### Your goal
Nothing but the records, copied exactly and stripped of pictures, should be in the answer.
═════ Data in this exercise ═════
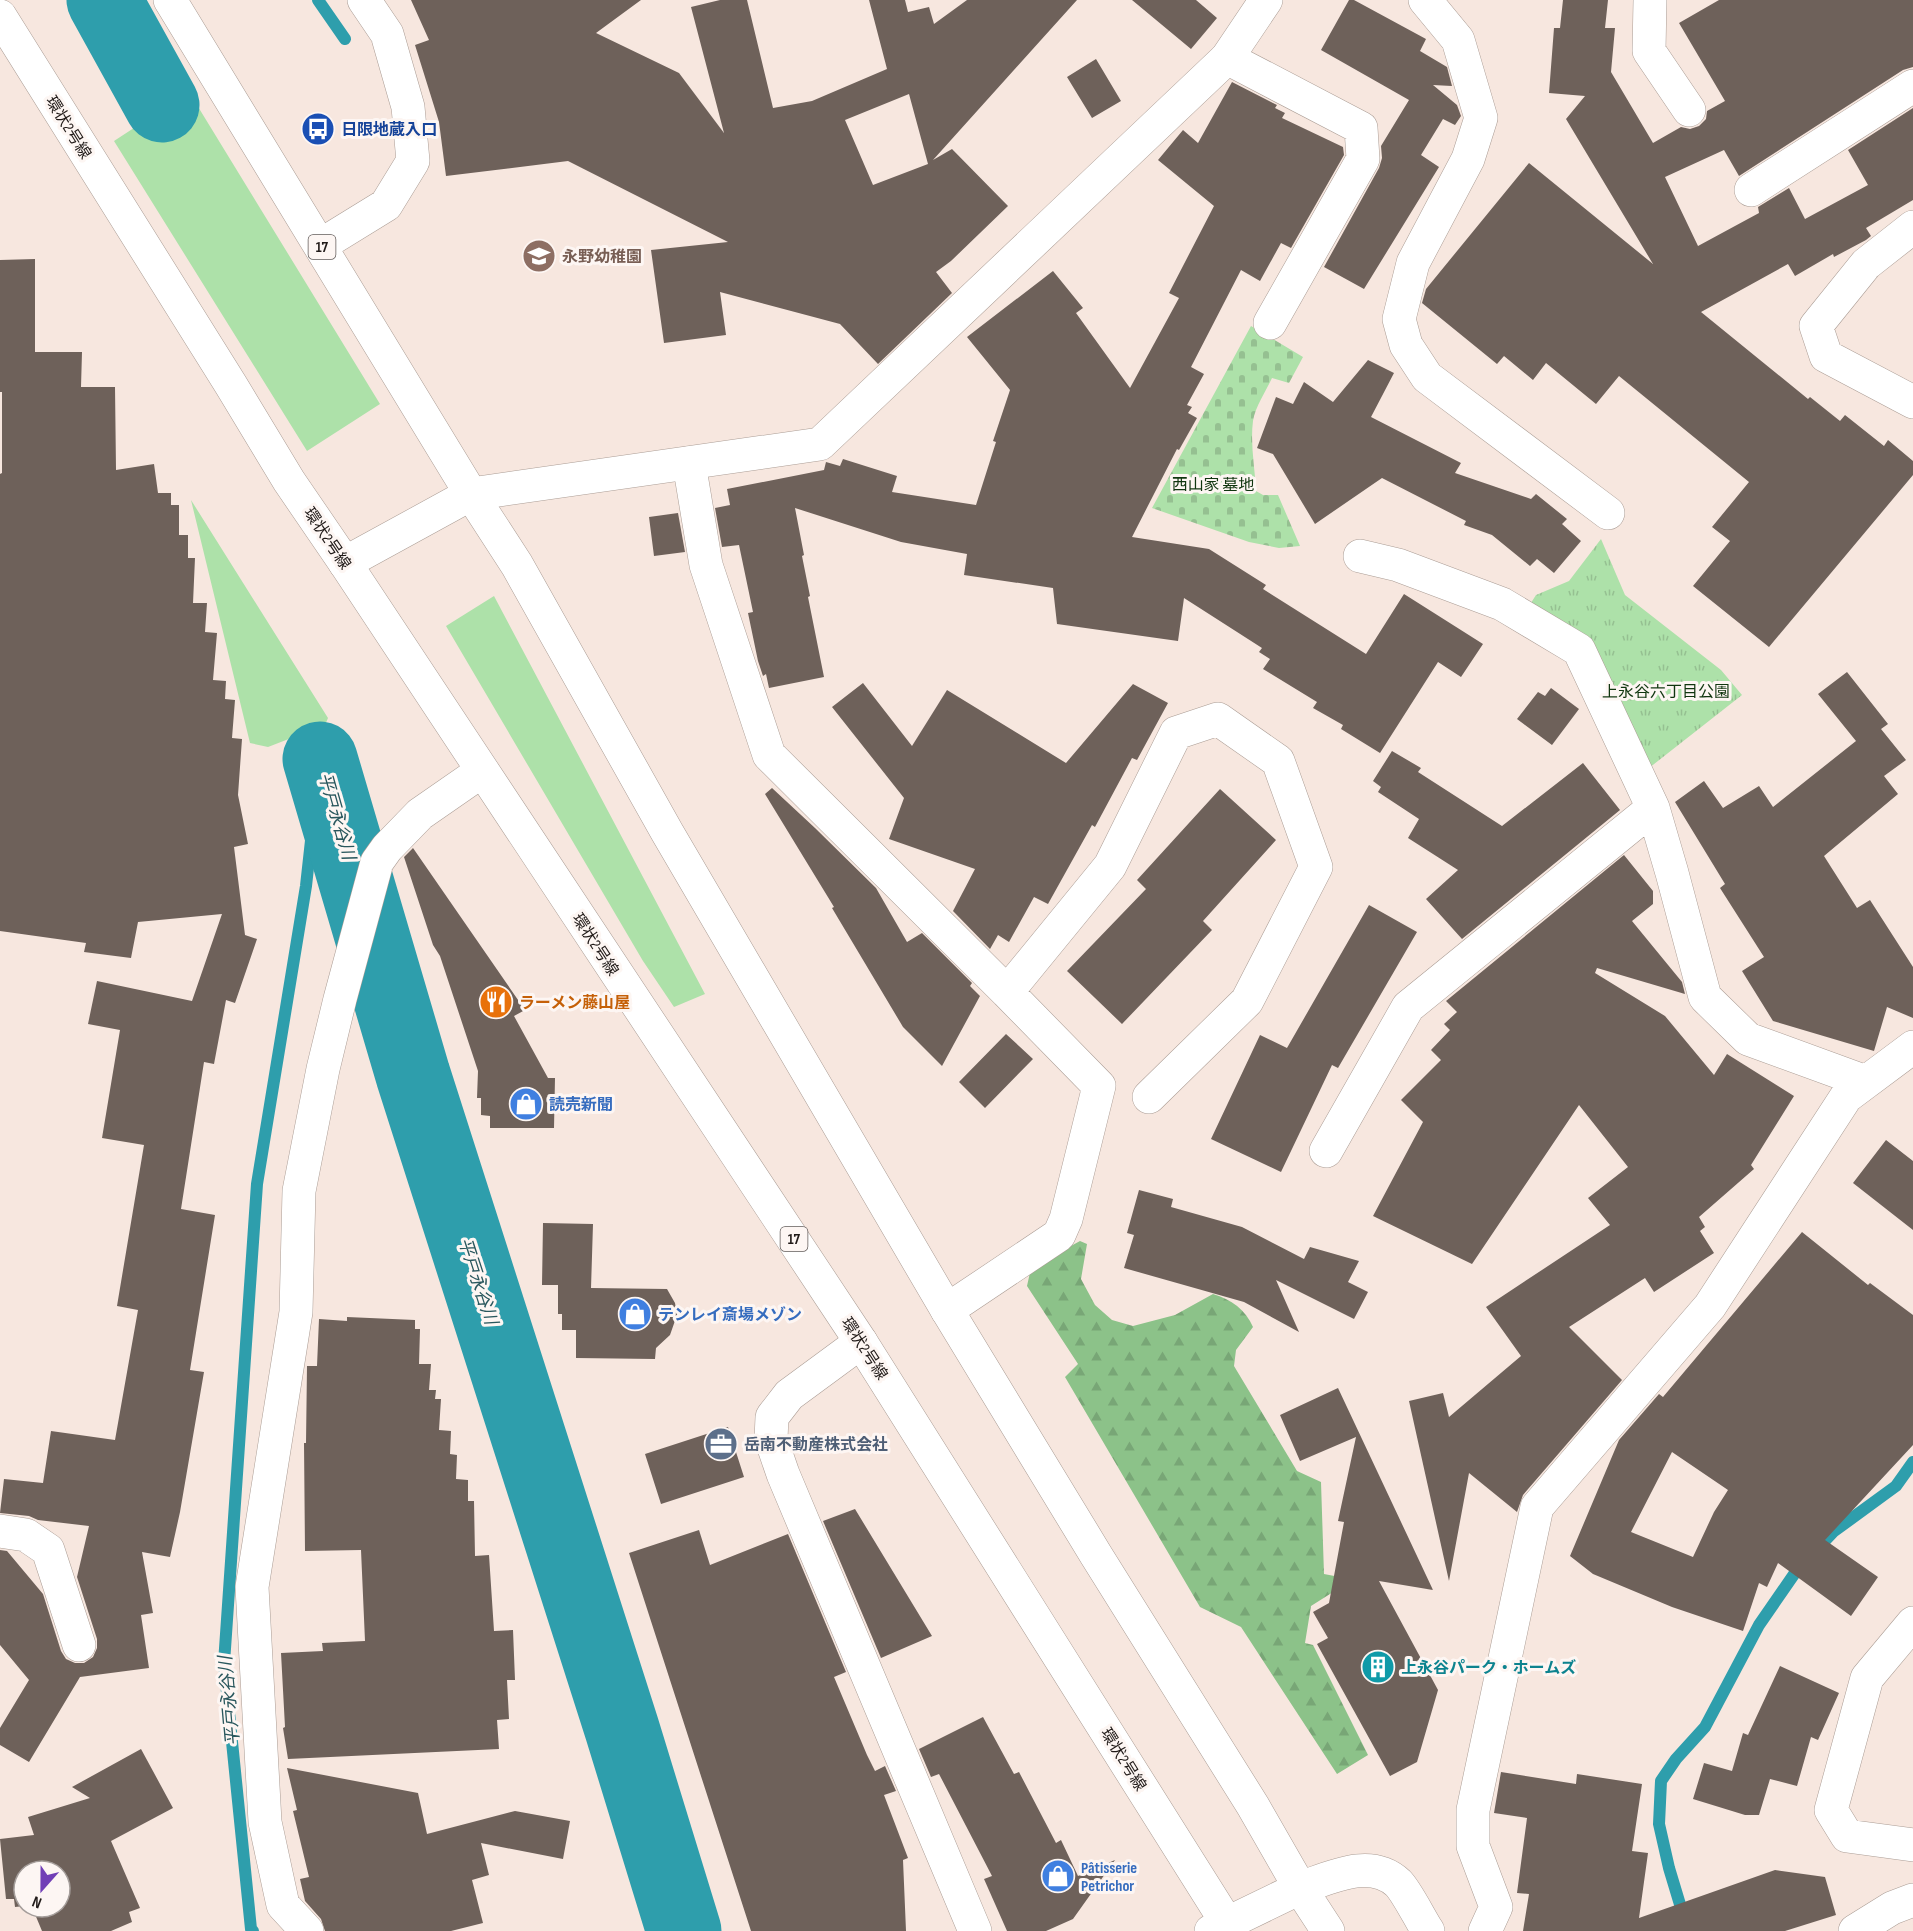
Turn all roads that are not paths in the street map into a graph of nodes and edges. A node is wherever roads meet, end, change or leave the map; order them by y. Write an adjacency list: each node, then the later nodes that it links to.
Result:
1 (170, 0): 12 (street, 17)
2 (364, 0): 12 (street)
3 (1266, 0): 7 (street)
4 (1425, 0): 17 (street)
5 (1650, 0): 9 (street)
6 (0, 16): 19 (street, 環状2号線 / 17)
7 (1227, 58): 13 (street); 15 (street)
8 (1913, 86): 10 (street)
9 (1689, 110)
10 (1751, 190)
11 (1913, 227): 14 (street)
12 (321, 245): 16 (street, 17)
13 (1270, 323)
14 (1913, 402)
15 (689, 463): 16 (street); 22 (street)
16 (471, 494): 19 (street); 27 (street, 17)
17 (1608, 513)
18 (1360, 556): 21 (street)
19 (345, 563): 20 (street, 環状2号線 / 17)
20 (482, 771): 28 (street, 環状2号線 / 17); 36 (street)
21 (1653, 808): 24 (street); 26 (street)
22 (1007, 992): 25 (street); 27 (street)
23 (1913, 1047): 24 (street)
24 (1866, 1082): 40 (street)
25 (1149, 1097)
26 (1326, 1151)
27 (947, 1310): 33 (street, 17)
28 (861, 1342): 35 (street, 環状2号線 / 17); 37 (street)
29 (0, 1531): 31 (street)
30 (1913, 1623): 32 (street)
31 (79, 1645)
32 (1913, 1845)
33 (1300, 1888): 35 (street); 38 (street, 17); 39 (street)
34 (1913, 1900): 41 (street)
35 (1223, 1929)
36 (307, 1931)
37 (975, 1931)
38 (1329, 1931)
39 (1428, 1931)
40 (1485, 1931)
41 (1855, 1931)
═════
### Solved exercise
Turn all roads that are not paths in the street map into a graph of nodes and edges. A node is wherever roads meet, end, change or leave the map; order them by y. Write an adjacency list: each node, then the later nodes that it links to.
Result:
1 (170, 0): 12 (street, 17)
2 (364, 0): 12 (street)
3 (1266, 0): 7 (street)
4 (1425, 0): 17 (street)
5 (1650, 0): 9 (street)
6 (0, 16): 19 (street, 環状2号線 / 17)
7 (1227, 58): 13 (street); 15 (street)
8 (1913, 86): 10 (street)
9 (1689, 110)
10 (1751, 190)
11 (1913, 227): 14 (street)
12 (321, 245): 16 (street, 17)
13 (1270, 323)
14 (1913, 402)
15 (689, 463): 16 (street); 22 (street)
16 (471, 494): 19 (street); 27 (street, 17)
17 (1608, 513)
18 (1360, 556): 21 (street)
19 (345, 563): 20 (street, 環状2号線 / 17)
20 (482, 771): 28 (street, 環状2号線 / 17); 36 (street)
21 (1653, 808): 24 (street); 26 (street)
22 (1007, 992): 25 (street); 27 (street)
23 (1913, 1047): 24 (street)
24 (1866, 1082): 40 (street)
25 (1149, 1097)
26 (1326, 1151)
27 (947, 1310): 33 (street, 17)
28 (861, 1342): 35 (street, 環状2号線 / 17); 37 (street)
29 (0, 1531): 31 (street)
30 (1913, 1623): 32 (street)
31 (79, 1645)
32 (1913, 1845)
33 (1300, 1888): 35 (street); 38 (street, 17); 39 (street)
34 (1913, 1900): 41 (street)
35 (1223, 1929)
36 (307, 1931)
37 (975, 1931)
38 (1329, 1931)
39 (1428, 1931)
40 (1485, 1931)
41 (1855, 1931)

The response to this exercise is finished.